Dataset records Block Start

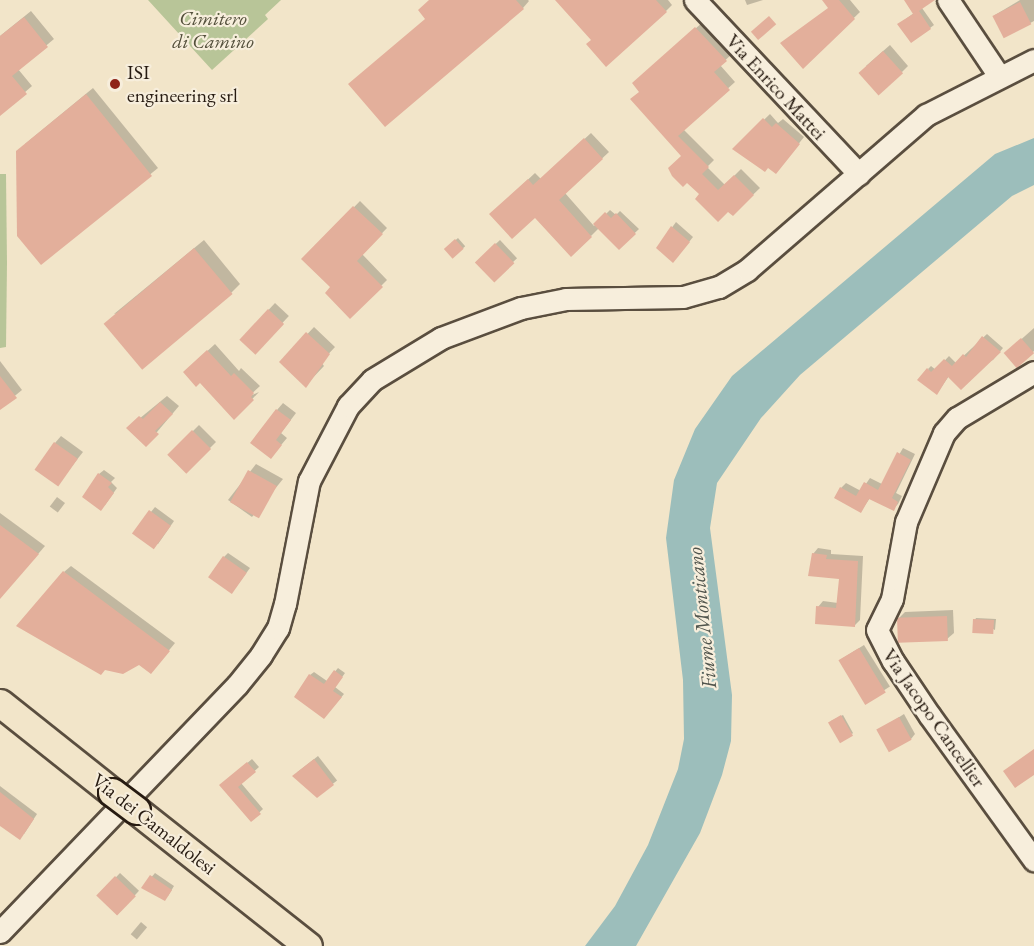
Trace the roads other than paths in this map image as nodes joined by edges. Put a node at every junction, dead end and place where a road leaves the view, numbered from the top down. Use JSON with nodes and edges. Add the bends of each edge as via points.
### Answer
{"nodes":[{"id":1,"x":695,"y":0,"type":"edge"},
{"id":2,"x":948,"y":0,"type":"edge"},
{"id":3,"x":1034,"y":60,"type":"edge"},
{"id":4,"x":999,"y":76,"type":"junction"},
{"id":5,"x":859,"y":174,"type":"junction"},
{"id":6,"x":1034,"y":372,"type":"edge"},
{"id":7,"x":0,"y":703,"type":"edge"},
{"id":8,"x":1034,"y":860,"type":"edge"},
{"id":9,"x":0,"y":932,"type":"edge"},
{"id":10,"x":308,"y":946,"type":"edge"}],
"edges":[{"from":1,"to":5,"type":"street","name":"Via Enrico Mattei"},
{"from":2,"to":4,"type":"street"},
{"from":3,"to":4,"type":"street"},
{"from":4,"to":5,"type":"street","via":[[926,115]]},
{"from":5,"to":9,"type":"street","via":[[747,270],[719,287],[683,297],[566,299],[521,308],[441,338],[372,380],[348,406],[309,481],[285,603],[278,628],[261,655],[237,685]]},
{"from":6,"to":8,"type":"street","name":"Via Jacopo Cancellier","via":[[966,412],[944,433],[906,522],[892,599],[877,630],[930,716]]},
{"from":7,"to":10,"type":"main road","name":"Via dei Camaldolesi","bridge":true}]}
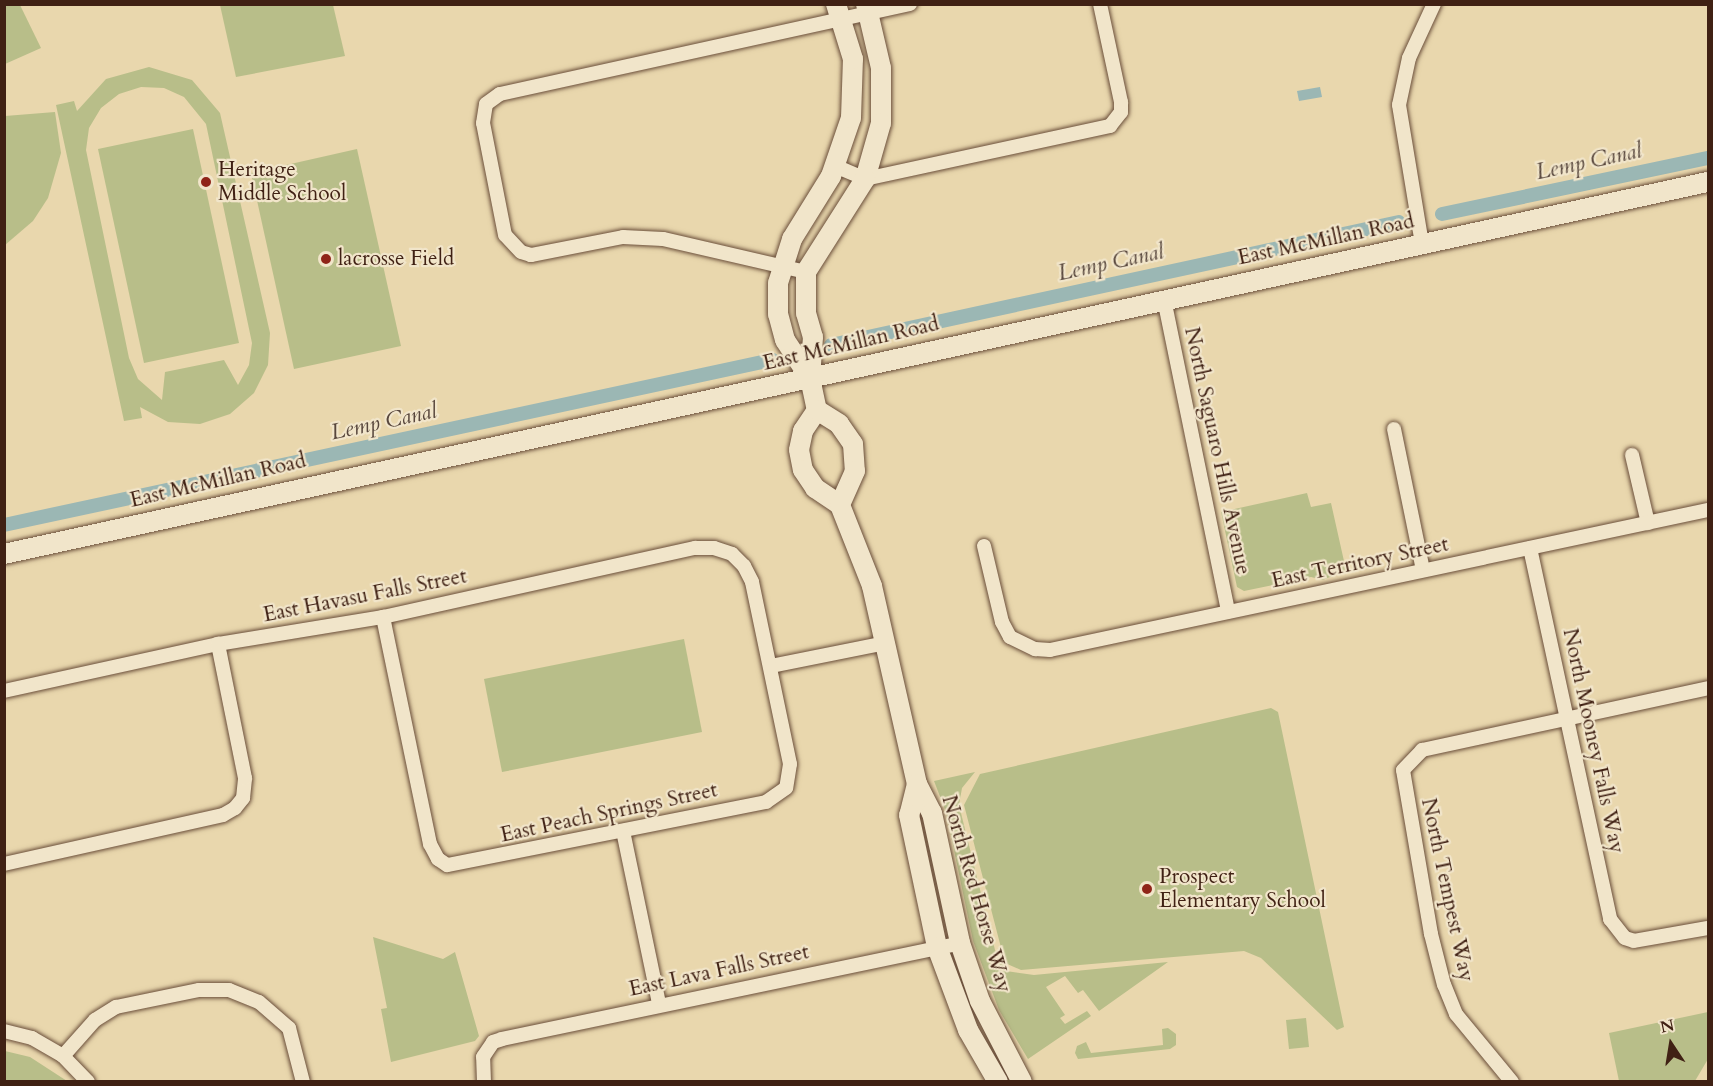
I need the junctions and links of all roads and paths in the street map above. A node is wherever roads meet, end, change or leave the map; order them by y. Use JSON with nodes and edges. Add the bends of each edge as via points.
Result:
{"nodes":[{"id":1,"x":910,"y":4,"type":"edge"},
{"id":2,"x":1100,"y":4,"type":"edge"},
{"id":3,"x":1434,"y":4,"type":"edge"},
{"id":4,"x":868,"y":9,"type":"edge"},
{"id":5,"x":839,"y":12,"type":"edge"},
{"id":6,"x":836,"y":166,"type":"junction"},
{"id":7,"x":865,"y":179,"type":"junction"},
{"id":8,"x":1708,"y":182,"type":"edge"},
{"id":9,"x":1422,"y":244,"type":"junction"},
{"id":10,"x":782,"y":266,"type":"junction"},
{"id":11,"x":806,"y":273,"type":"junction"},
{"id":12,"x":1164,"y":299,"type":"junction"},
{"id":13,"x":810,"y":378,"type":"junction"},
{"id":14,"x":817,"y":410,"type":"junction"},
{"id":15,"x":1394,"y":429,"type":"dead end"},
{"id":16,"x":1632,"y":455,"type":"dead end"},
{"id":17,"x":840,"y":505,"type":"junction"},
{"id":18,"x":1708,"y":510,"type":"edge"},
{"id":19,"x":1648,"y":523,"type":"junction"},
{"id":20,"x":984,"y":546,"type":"dead end"},
{"id":21,"x":1530,"y":548,"type":"junction"},
{"id":22,"x":4,"y":554,"type":"edge"},
{"id":23,"x":1424,"y":570,"type":"junction"},
{"id":24,"x":1228,"y":612,"type":"junction"},
{"id":25,"x":383,"y":617,"type":"junction"},
{"id":26,"x":886,"y":643,"type":"junction"},
{"id":27,"x":218,"y":644,"type":"junction"},
{"id":28,"x":771,"y":666,"type":"junction"},
{"id":29,"x":1708,"y":688,"type":"edge"},
{"id":30,"x":4,"y":691,"type":"edge"},
{"id":31,"x":1566,"y":719,"type":"junction"},
{"id":32,"x":917,"y":784,"type":"junction"},
{"id":33,"x":623,"y":831,"type":"junction"},
{"id":34,"x":4,"y":864,"type":"edge"},
{"id":35,"x":1708,"y":928,"type":"edge"},
{"id":36,"x":960,"y":943,"type":"junction"},
{"id":37,"x":937,"y":947,"type":"junction"},
{"id":38,"x":659,"y":1004,"type":"junction"},
{"id":39,"x":4,"y":1031,"type":"edge"},
{"id":40,"x":63,"y":1056,"type":"junction"},
{"id":41,"x":88,"y":1082,"type":"edge"},
{"id":42,"x":303,"y":1082,"type":"edge"},
{"id":43,"x":484,"y":1082,"type":"edge"},
{"id":44,"x":998,"y":1082,"type":"edge"},
{"id":45,"x":1022,"y":1082,"type":"edge"},
{"id":46,"x":1512,"y":1082,"type":"edge"}],
"edges":[{"from":1,"to":4,"type":"street"},
{"from":2,"to":7,"type":"street","via":[[1121,102],[1117,120],[1101,131]]},
{"from":3,"to":9,"type":"street","via":[[1403,75],[1399,105]]},
{"from":4,"to":5,"type":"street"},
{"from":4,"to":7,"type":"street","via":[[881,68],[883,109]]},
{"from":5,"to":6,"type":"street","via":[[853,59],[854,101]]},
{"from":5,"to":10,"type":"street","via":[[500,94],[486,104],[483,123],[505,235],[515,248],[531,255],[623,237],[663,239]]},
{"from":6,"to":7,"type":"street"},
{"from":6,"to":10,"type":"street","via":[[792,239]]},
{"from":7,"to":11,"type":"street"},
{"from":8,"to":9,"type":"street","name":"East McMillan Road"},
{"from":9,"to":12,"type":"street","name":"East McMillan Road"},
{"from":10,"to":11,"type":"street"},
{"from":10,"to":13,"type":"street","via":[[777,300],[780,326],[789,351]]},
{"from":11,"to":13,"type":"street","via":[[806,312],[813,337]]},
{"from":12,"to":13,"type":"street","name":"East McMillan Road"},
{"from":12,"to":24,"type":"street","name":"North Saguaro Hills Avenue"},
{"from":13,"to":14,"type":"street"},
{"from":13,"to":22,"type":"street","name":"East McMillan Road"},
{"from":14,"to":17,"type":"street","via":[[839,424],[853,444],[855,471]]},
{"from":14,"to":17,"type":"street","via":[[803,431],[799,450],[803,470],[815,488]]},
{"from":15,"to":23,"type":"street"},
{"from":16,"to":19,"type":"street"},
{"from":17,"to":26,"type":"street","name":"North Red Horse Way","via":[[874,594]]},
{"from":18,"to":19,"type":"street","name":"East Territory Street"},
{"from":19,"to":21,"type":"street","name":"East Territory Street"},
{"from":20,"to":24,"type":"street","name":"East Territory Street","via":[[1002,622],[1010,637],[1020,644],[1050,650]]},
{"from":21,"to":23,"type":"street","name":"East Territory Street"},
{"from":21,"to":31,"type":"street","name":"North Mooney Falls Way"},
{"from":23,"to":24,"type":"street","name":"East Territory Street"},
{"from":25,"to":27,"type":"street","name":"East Havasu Falls Street"},
{"from":25,"to":28,"type":"street","name":"East Havasu Falls Street","via":[[695,548],[732,554],[744,566],[752,582]]},
{"from":25,"to":33,"type":"street","name":"East Peach Springs Street","via":[[430,844],[438,859],[458,865]]},
{"from":26,"to":28,"type":"street"},
{"from":26,"to":32,"type":"street","name":"North Red Horse Way"},
{"from":27,"to":30,"type":"street","name":"East Havasu Falls Street"},
{"from":27,"to":34,"type":"street","via":[[245,778],[243,798],[223,815]]},
{"from":28,"to":33,"type":"street","name":"East Peach Springs Street","via":[[790,764],[786,788],[766,802]]},
{"from":29,"to":31,"type":"street"},
{"from":31,"to":35,"type":"street","name":"North Mooney Falls Way","via":[[1610,919],[1625,938],[1644,942]]},
{"from":31,"to":46,"type":"street","name":"North Tempest Way","via":[[1422,750],[1403,770],[1444,985],[1455,1014]]},
{"from":32,"to":36,"type":"street","name":"North Red Horse Way","via":[[932,813]]},
{"from":32,"to":37,"type":"street","name":"North Red Horse Way","via":[[909,815]]},
{"from":33,"to":38,"type":"street"},
{"from":36,"to":37,"type":"street","name":"East Lava Falls Street"},
{"from":36,"to":45,"type":"street","name":"North Red Horse Way","via":[[980,1001]]},
{"from":37,"to":38,"type":"street","name":"East Lava Falls Street"},
{"from":37,"to":44,"type":"street","name":"North Red Horse Way","via":[[968,1030]]},
{"from":38,"to":43,"type":"street","name":"East Lava Falls Street","via":[[502,1039],[483,1057]]},
{"from":39,"to":40,"type":"street","via":[[32,1038]]},
{"from":40,"to":41,"type":"street"},
{"from":40,"to":42,"type":"street","via":[[95,1020],[116,1007],[214,988],[239,992],[260,1002],[289,1028]]}]}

Dataset records Block End

Exactly as written, restate the lines above from the opening line through the one holding "I need the junctions", omitting the pictures.

▸ **Task output**:
Trace the roads other than paths in this map image as nodes joined by edges. Put a node at every junction, dead end and place where a road leaves the view, numbered from the top down. Use JSON with nodes and edges. Add the bends of each edge as via points.
### Answer
{"nodes":[{"id":1,"x":695,"y":0,"type":"edge"},
{"id":2,"x":948,"y":0,"type":"edge"},
{"id":3,"x":1034,"y":60,"type":"edge"},
{"id":4,"x":999,"y":76,"type":"junction"},
{"id":5,"x":859,"y":174,"type":"junction"},
{"id":6,"x":1034,"y":372,"type":"edge"},
{"id":7,"x":0,"y":703,"type":"edge"},
{"id":8,"x":1034,"y":860,"type":"edge"},
{"id":9,"x":0,"y":932,"type":"edge"},
{"id":10,"x":308,"y":946,"type":"edge"}],
"edges":[{"from":1,"to":5,"type":"street","name":"Via Enrico Mattei"},
{"from":2,"to":4,"type":"street"},
{"from":3,"to":4,"type":"street"},
{"from":4,"to":5,"type":"street","via":[[926,115]]},
{"from":5,"to":9,"type":"street","via":[[747,270],[719,287],[683,297],[566,299],[521,308],[441,338],[372,380],[348,406],[309,481],[285,603],[278,628],[261,655],[237,685]]},
{"from":6,"to":8,"type":"street","name":"Via Jacopo Cancellier","via":[[966,412],[944,433],[906,522],[892,599],[877,630],[930,716]]},
{"from":7,"to":10,"type":"main road","name":"Via dei Camaldolesi","bridge":true}]}
I need the junctions and links of all roads and paths in the street map above. A node is wherever roads meet, end, change or leave the map; order them by y. Use JSON with nodes and edges. Add the bends of each edge as via points.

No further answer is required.